La publicidad que hace la sociedad burguesa de esas muertes aisladas sirve a nuestros enemigos para afirmar la ideología de la naturaleza eternamente egoísta del Individuo y repetir hasta el cansancio que el hombre es un lobo para el hombre, que siempre fue así y que nada lo podrá cambiar.
Ese individuo, del que tanto se habla y a partir del cual se construye toda la superestructura de la sociedad, es en realidad un producto, relativamente moderno, de la sociedad mercantil, de la propia sociedad burguesa, una proyección aclasista y a-histórica del burgués mismo, que solo busca la maximización de su ganancia (1) y a quien justamente le importa un carajo el individuo excedente. Una vez consumida la fuerza de trabajo del proletario, ese individuo excedente socialmente ya no tiene valor, y es tratado como tal, por toda la sociedad, cómo esos 15.000 viejos proletarios, asesinados por la canícula del verano de 2003 en Francia. Si asesinados, a pesar de las absurdas justificaciones gubernamentales francesas.
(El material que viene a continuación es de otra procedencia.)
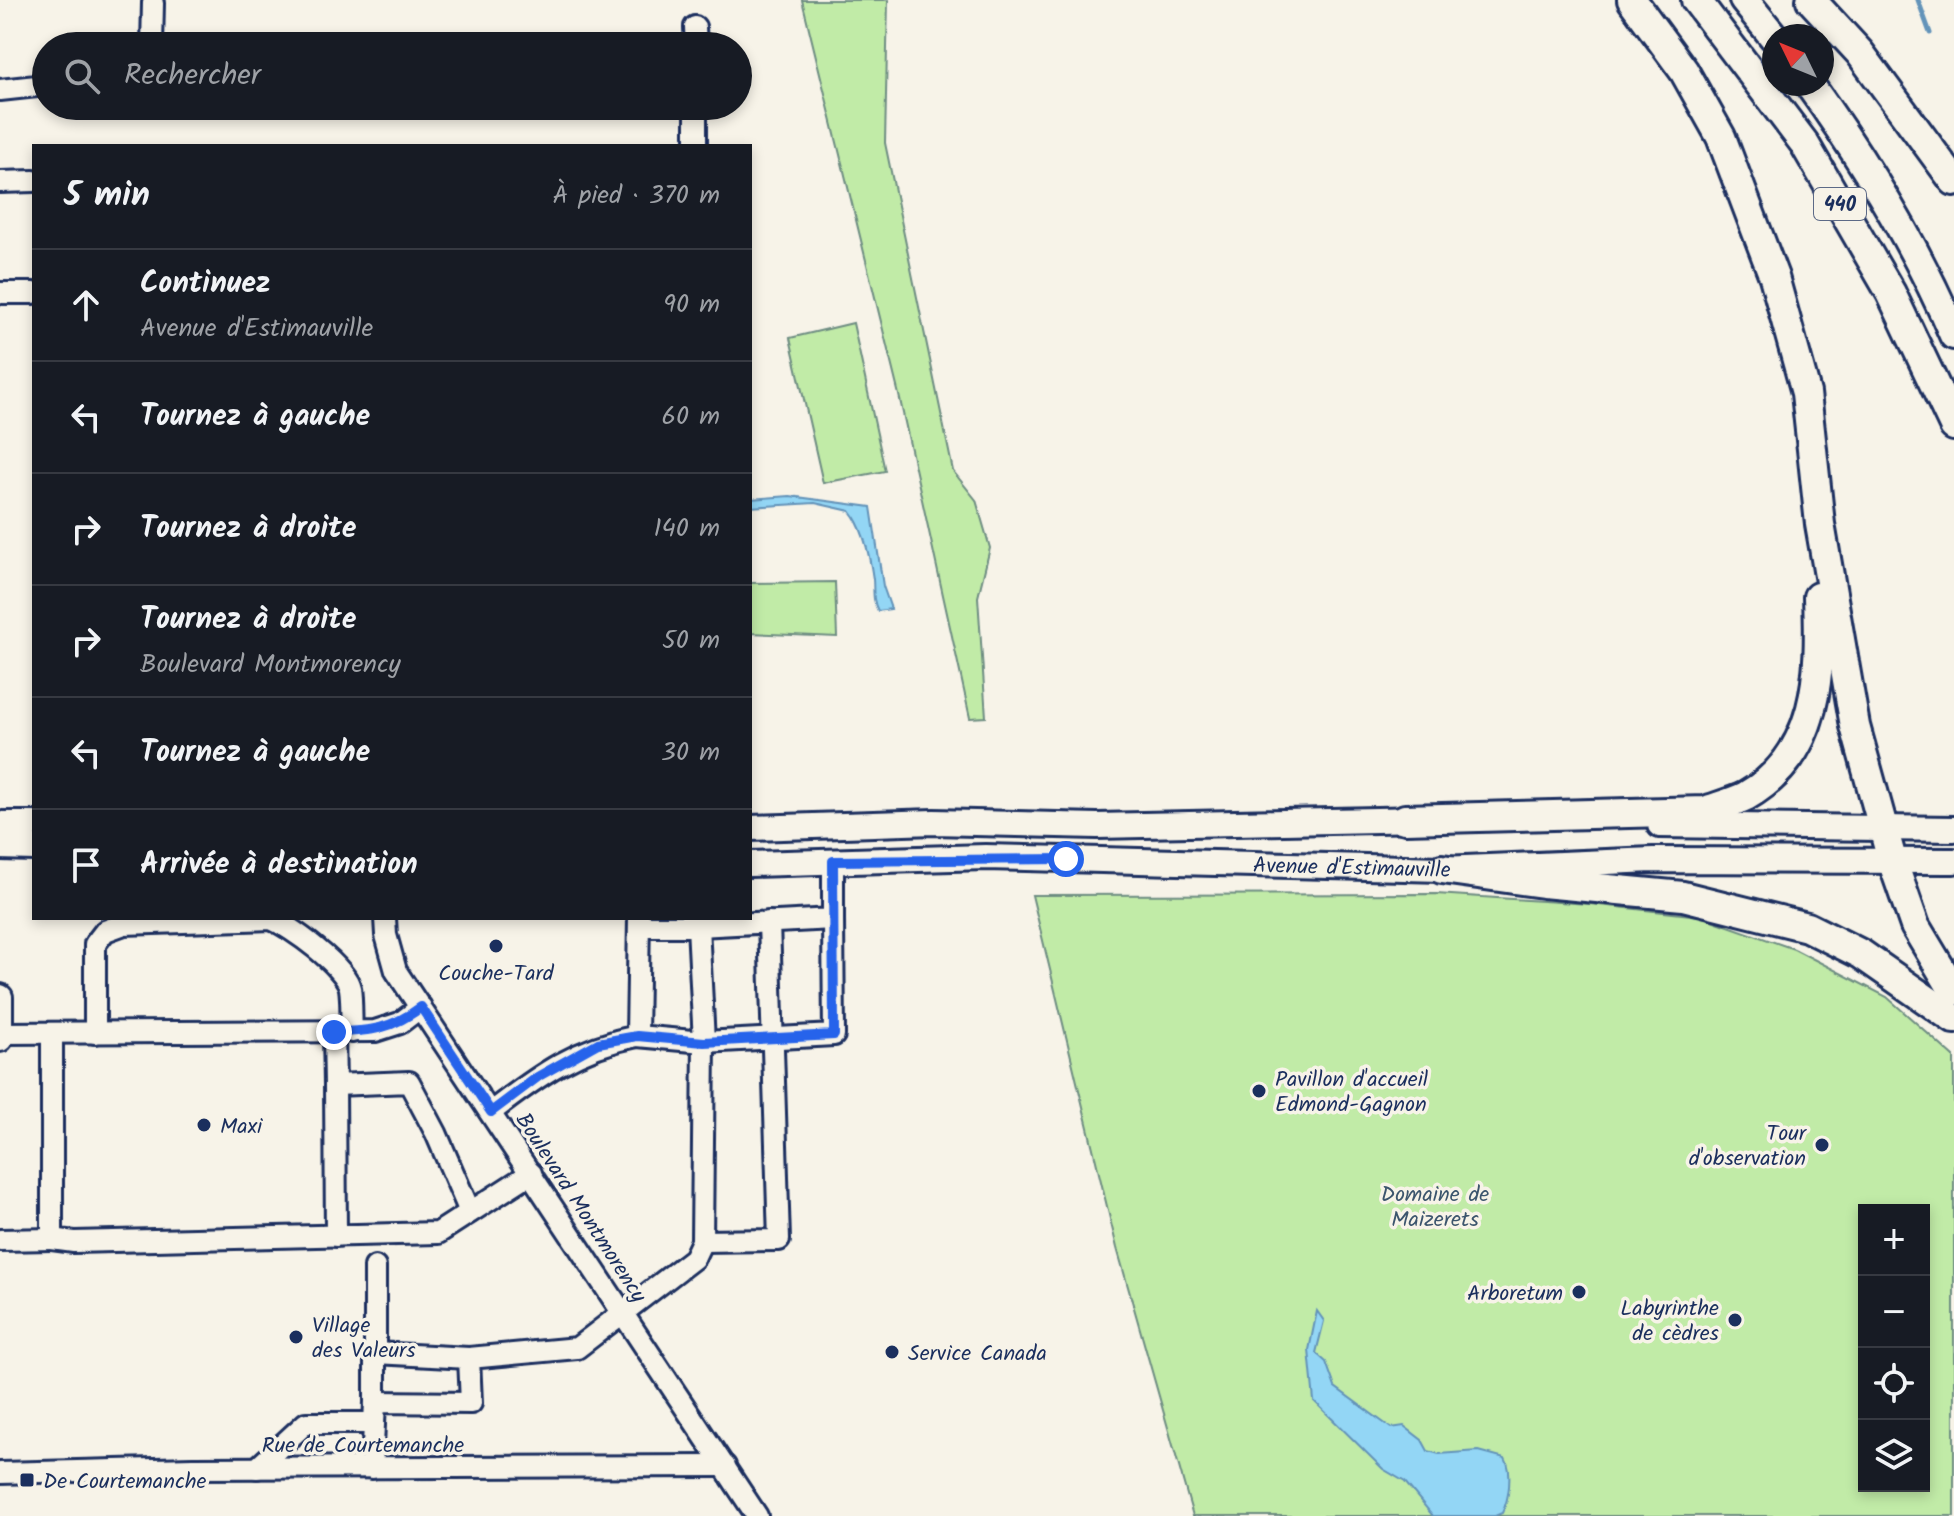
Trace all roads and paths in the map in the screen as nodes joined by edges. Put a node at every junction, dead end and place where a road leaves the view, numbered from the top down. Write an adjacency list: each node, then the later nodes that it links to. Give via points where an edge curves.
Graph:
1 (1632, 0): 20 (highway, via 1684,71 1721,137 1751,208 1806,393)
2 (1696, 0): 19 (highway, 440, via 1804,143 1891,293)
3 (1744, 0): 6 (highway)
4 (1811, 0): 14 (highway, via 1860,53)
5 (153, 3): 7 (street)
6 (1763, 24)
7 (152, 32)
8 (32, 87): 9 (street)
9 (0, 90)
10 (1817, 96): 18 (highway, 440, via 1888,205)
11 (696, 120): 12 (street)
12 (696, 144)
13 (32, 181): 15 (street)
14 (1954, 181)
15 (0, 182)
16 (0, 293): 17 (street)
17 (32, 293)
18 (1954, 335)
19 (1954, 426)
20 (1820, 524): 21 (highway, via 1814,700 1803,740 1778,771 1746,796 1705,811); 25 (highway, via 1855,726)
21 (1405, 819): 24 (main road, Avenue d'Estimauville); 25 (main road, Avenue d'Estimauville)
22 (0, 824): 23 (main road)
23 (32, 824)
24 (752, 828)
25 (1884, 828): 26 (main road, Avenue d'Estimauville); 29 (highway)
26 (1954, 829)
27 (0, 847): 28 (main road)
28 (32, 848)
29 (1892, 860): 31 (main road, Avenue d'Estimauville); 33 (main road, Avenue d'Estimauville, via 1653,860); 41 (highway, via 1915,926)
30 (833, 861): 32 (main road, Avenue d'Estimauville); 33 (main road, Avenue d'Estimauville, via 985,857); 34 (street)
31 (1954, 861)
32 (752, 864)
33 (1442, 869): 44 (highway, via 1683,896 1807,927 1861,954)
34 (833, 919): 39 (street); 51 (street, via 834,1035)
35 (242, 920): 48 (street, via 124,924 105,931 95,944)
36 (274, 920): 45 (street, via 328,959 349,984)
37 (385, 920): 43 (street, Boulevard Montmorency, via 396,971)
38 (639, 922): 40 (street); 49 (street)
39 (769, 922): 40 (street); 51 (street)
40 (698, 926): 52 (street)
41 (1954, 991)
42 (0, 997): 46 (main road)
43 (421, 1007): 45 (street, via 400,1023 375,1031); 54 (street, Boulevard Montmorency)
44 (1954, 1019)
45 (343, 1032): 48 (street); 53 (street)
46 (0, 1033): 47 (street); 50 (main road)
47 (52, 1033): 48 (street); 58 (street)
48 (95, 1033)
49 (637, 1036): 52 (street); 54 (street, via 598,1043 539,1076)
50 (0, 1039)
51 (775, 1041): 52 (street); 60 (street, via 779,1240)
52 (704, 1042): 60 (street)
53 (335, 1085): 56 (street, via 409,1082); 57 (street)
54 (491, 1112): 55 (street, Boulevard Montmorency)
55 (531, 1173): 56 (street); 62 (street, Boulevard Montmorency)
56 (470, 1212): 57 (street, via 438,1233)
57 (336, 1236): 58 (street)
58 (52, 1239): 59 (street)
59 (0, 1240)
60 (702, 1241): 62 (street, via 694,1258)
61 (375, 1267): 63 (street)
62 (622, 1311): 64 (street, via 577,1348); 66 (street, Boulevard Montmorency)
63 (375, 1353): 64 (street); 65 (street)
64 (469, 1358): 65 (street, via 471,1403)
65 (375, 1412): 67 (street, via 306,1423); 68 (street)
66 (725, 1466): 68 (street, Rue de Courtemanche); 70 (street, Boulevard Montmorency)
67 (257, 1468): 68 (street, Rue de Courtemanche); 69 (street, Rue de Courtemanche)
68 (372, 1468)
69 (0, 1473)
70 (757, 1516)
Si subrayamos esos incidentes es para reafirmar que lo que se presenta como una comunidad (“¿acaso no es linda la vida? repiten sin cesar radios y televisiones) es la más individualista y egoísta de todas las sociedades que han existido. A pesar de la propaganda sosa, ¡bajo el capital todos estamos solos, la gente no se ve, la gente no se toca, no se habla, no se siente, no se quiere, no se ama!
«De manera general, decir que el hombre se ha vuelto extranjero a su propio ser genérico, es decir que los hombres se han vuelto extranjeros los unos con respecto a los otros y que cada uno de ellos se ha vuelto extranjero a la esencia humana”
Marx, Manuscritos de 1844, capítulo sobre el “trabajo enajenado”.
Pero el capital no logrará aniquilar la contradicción entre sus necesidades de valorización y las necesidades humanas, a pesar de que las mismas sean necesidades enajenadas. Cuanto más tiende a dehumanizarnos, a hacernos vivir y reventar como subhumanos en un anonimato atroz, más se reafirma en contraposición a esa no-vida, la perspectiva de la transformación radical de todas las relaciones sociales y la destrucción del dinero. Son las atroces condiciones de supervivencia que crean, en negativo, las determinaciones denuestra lucha por una sociedad humana.
¡Negación de lo que nos niega!
¡Destrucción de lo que nos destruye!